# [Task data]
[Start of section]

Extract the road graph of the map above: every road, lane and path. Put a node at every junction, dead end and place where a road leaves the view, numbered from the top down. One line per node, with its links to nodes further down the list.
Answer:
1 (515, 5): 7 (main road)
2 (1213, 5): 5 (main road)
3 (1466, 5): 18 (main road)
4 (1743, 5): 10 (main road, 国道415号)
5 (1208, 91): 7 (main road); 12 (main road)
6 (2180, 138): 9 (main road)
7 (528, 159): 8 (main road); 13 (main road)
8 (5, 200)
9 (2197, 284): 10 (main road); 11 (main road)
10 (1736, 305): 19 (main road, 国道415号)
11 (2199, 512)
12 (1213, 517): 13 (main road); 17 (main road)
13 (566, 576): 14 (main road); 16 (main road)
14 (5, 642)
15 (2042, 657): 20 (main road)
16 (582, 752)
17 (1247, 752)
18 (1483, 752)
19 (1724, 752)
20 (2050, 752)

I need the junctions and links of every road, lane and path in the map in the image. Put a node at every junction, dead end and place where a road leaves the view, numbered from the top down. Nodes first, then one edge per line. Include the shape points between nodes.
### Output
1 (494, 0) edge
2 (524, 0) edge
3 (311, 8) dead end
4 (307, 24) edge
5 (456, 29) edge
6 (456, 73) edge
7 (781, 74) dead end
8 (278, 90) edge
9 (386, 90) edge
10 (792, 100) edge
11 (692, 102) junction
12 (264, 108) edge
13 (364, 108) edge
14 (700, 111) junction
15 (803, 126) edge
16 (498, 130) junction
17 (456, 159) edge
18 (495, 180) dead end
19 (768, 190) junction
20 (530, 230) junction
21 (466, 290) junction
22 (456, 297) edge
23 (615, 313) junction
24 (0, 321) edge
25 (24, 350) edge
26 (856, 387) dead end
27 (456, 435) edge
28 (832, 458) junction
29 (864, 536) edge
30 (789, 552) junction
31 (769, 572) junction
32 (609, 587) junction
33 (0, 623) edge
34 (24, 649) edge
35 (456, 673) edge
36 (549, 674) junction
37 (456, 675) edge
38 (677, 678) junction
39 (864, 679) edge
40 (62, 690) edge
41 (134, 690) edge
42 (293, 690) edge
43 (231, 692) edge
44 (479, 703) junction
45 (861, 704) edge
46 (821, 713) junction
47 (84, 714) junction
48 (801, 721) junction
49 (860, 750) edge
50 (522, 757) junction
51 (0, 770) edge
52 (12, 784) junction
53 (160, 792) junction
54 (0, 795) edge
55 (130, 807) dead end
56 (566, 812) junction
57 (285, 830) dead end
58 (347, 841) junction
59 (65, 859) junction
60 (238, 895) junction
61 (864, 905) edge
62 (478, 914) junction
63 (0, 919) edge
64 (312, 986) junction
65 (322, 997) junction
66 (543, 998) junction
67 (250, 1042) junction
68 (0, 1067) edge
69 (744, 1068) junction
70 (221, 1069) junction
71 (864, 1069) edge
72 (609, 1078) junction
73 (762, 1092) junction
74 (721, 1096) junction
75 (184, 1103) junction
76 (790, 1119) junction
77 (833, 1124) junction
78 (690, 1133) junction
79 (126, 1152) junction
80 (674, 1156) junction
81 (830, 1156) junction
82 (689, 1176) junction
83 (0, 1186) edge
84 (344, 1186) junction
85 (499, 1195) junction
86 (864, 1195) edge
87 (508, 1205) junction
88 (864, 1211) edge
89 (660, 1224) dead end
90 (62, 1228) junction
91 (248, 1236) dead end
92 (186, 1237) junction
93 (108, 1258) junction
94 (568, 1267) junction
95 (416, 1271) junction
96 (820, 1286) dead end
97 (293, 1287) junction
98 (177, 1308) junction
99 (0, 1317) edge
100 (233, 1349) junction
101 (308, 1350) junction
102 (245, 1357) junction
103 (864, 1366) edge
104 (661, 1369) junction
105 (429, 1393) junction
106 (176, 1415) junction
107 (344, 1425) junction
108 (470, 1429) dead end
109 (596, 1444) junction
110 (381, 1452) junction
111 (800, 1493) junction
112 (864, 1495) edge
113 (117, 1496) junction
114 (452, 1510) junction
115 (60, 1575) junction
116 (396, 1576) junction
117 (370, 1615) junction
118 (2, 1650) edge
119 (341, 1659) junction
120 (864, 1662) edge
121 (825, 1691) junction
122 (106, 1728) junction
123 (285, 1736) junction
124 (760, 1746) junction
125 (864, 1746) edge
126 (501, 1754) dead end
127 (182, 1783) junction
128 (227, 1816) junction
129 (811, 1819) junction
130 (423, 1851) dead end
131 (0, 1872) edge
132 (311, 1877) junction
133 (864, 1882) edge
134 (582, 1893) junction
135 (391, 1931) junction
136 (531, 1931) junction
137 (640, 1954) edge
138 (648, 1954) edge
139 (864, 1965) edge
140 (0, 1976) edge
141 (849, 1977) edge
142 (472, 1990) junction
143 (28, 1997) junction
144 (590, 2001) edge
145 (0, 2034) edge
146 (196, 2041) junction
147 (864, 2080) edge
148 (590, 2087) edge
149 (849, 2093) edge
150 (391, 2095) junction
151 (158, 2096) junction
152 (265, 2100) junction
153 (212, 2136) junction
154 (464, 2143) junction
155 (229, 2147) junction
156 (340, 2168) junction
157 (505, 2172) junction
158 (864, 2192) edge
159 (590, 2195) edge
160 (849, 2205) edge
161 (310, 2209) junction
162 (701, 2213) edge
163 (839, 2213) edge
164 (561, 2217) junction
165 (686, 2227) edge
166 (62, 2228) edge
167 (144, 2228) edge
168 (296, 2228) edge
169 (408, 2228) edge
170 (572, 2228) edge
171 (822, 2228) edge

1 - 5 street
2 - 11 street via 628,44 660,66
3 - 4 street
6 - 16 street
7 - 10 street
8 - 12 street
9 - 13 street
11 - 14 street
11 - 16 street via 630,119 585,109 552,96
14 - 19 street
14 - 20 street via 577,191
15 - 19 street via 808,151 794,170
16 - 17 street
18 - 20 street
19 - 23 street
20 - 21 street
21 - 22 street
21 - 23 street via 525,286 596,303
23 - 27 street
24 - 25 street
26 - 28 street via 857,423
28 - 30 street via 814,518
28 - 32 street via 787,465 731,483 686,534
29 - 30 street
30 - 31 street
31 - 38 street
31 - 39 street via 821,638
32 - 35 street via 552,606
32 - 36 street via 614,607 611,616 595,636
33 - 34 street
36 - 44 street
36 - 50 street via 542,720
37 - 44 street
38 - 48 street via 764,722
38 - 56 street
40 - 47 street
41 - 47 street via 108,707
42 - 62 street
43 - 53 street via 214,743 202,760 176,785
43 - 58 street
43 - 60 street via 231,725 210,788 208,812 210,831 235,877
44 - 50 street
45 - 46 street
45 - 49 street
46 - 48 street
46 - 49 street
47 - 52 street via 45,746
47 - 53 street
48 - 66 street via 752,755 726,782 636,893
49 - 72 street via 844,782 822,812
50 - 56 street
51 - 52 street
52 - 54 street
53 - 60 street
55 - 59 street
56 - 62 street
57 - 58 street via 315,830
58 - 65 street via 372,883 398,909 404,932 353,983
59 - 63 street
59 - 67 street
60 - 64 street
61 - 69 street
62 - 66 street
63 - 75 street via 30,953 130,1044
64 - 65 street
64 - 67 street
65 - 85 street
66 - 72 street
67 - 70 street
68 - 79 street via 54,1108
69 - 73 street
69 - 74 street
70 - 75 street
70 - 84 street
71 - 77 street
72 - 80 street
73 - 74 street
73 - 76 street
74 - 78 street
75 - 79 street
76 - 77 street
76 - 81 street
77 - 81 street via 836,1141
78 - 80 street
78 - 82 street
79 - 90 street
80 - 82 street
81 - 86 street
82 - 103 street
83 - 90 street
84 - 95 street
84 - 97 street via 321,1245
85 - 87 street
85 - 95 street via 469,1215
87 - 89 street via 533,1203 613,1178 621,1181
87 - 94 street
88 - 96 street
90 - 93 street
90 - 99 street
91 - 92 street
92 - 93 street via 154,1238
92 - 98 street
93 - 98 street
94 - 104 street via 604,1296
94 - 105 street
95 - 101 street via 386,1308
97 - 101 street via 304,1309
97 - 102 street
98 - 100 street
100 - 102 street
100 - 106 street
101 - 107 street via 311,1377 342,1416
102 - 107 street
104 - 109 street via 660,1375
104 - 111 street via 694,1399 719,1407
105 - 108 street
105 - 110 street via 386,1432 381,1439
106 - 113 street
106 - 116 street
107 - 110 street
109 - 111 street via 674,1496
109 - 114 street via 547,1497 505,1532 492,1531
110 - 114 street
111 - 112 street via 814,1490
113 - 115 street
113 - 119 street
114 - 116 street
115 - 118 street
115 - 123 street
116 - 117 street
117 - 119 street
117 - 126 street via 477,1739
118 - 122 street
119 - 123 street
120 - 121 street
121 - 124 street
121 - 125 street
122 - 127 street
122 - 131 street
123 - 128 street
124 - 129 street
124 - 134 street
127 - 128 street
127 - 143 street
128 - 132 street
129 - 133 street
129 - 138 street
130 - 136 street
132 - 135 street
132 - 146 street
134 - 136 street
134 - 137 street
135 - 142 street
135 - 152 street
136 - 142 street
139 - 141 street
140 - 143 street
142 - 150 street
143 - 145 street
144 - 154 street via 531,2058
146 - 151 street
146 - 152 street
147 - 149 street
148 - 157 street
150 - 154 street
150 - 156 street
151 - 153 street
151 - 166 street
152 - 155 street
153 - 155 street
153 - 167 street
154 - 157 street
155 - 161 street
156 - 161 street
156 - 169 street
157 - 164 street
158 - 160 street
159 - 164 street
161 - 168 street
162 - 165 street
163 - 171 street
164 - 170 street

[End of section]

# [What the task asks]
Lines from the top of the entries through the line with "I need the junctions" are to be transcribed exactly, and nothing more.

# [Response to this task]
Extract the road graph of the map above: every road, lane and path. Put a node at every junction, dead end and place where a road leaves the view, numbered from the top down. One line per node, with its links to nodes further down the list.
Answer:
1 (515, 5): 7 (main road)
2 (1213, 5): 5 (main road)
3 (1466, 5): 18 (main road)
4 (1743, 5): 10 (main road, 国道415号)
5 (1208, 91): 7 (main road); 12 (main road)
6 (2180, 138): 9 (main road)
7 (528, 159): 8 (main road); 13 (main road)
8 (5, 200)
9 (2197, 284): 10 (main road); 11 (main road)
10 (1736, 305): 19 (main road, 国道415号)
11 (2199, 512)
12 (1213, 517): 13 (main road); 17 (main road)
13 (566, 576): 14 (main road); 16 (main road)
14 (5, 642)
15 (2042, 657): 20 (main road)
16 (582, 752)
17 (1247, 752)
18 (1483, 752)
19 (1724, 752)
20 (2050, 752)

I need the junctions and links of every road, lane and path in the map in the image. Put a node at every junction, dead end and place where a road leaves the view, numbered from the top down. Nodes first, then one edge per line. Include the shape points between nodes.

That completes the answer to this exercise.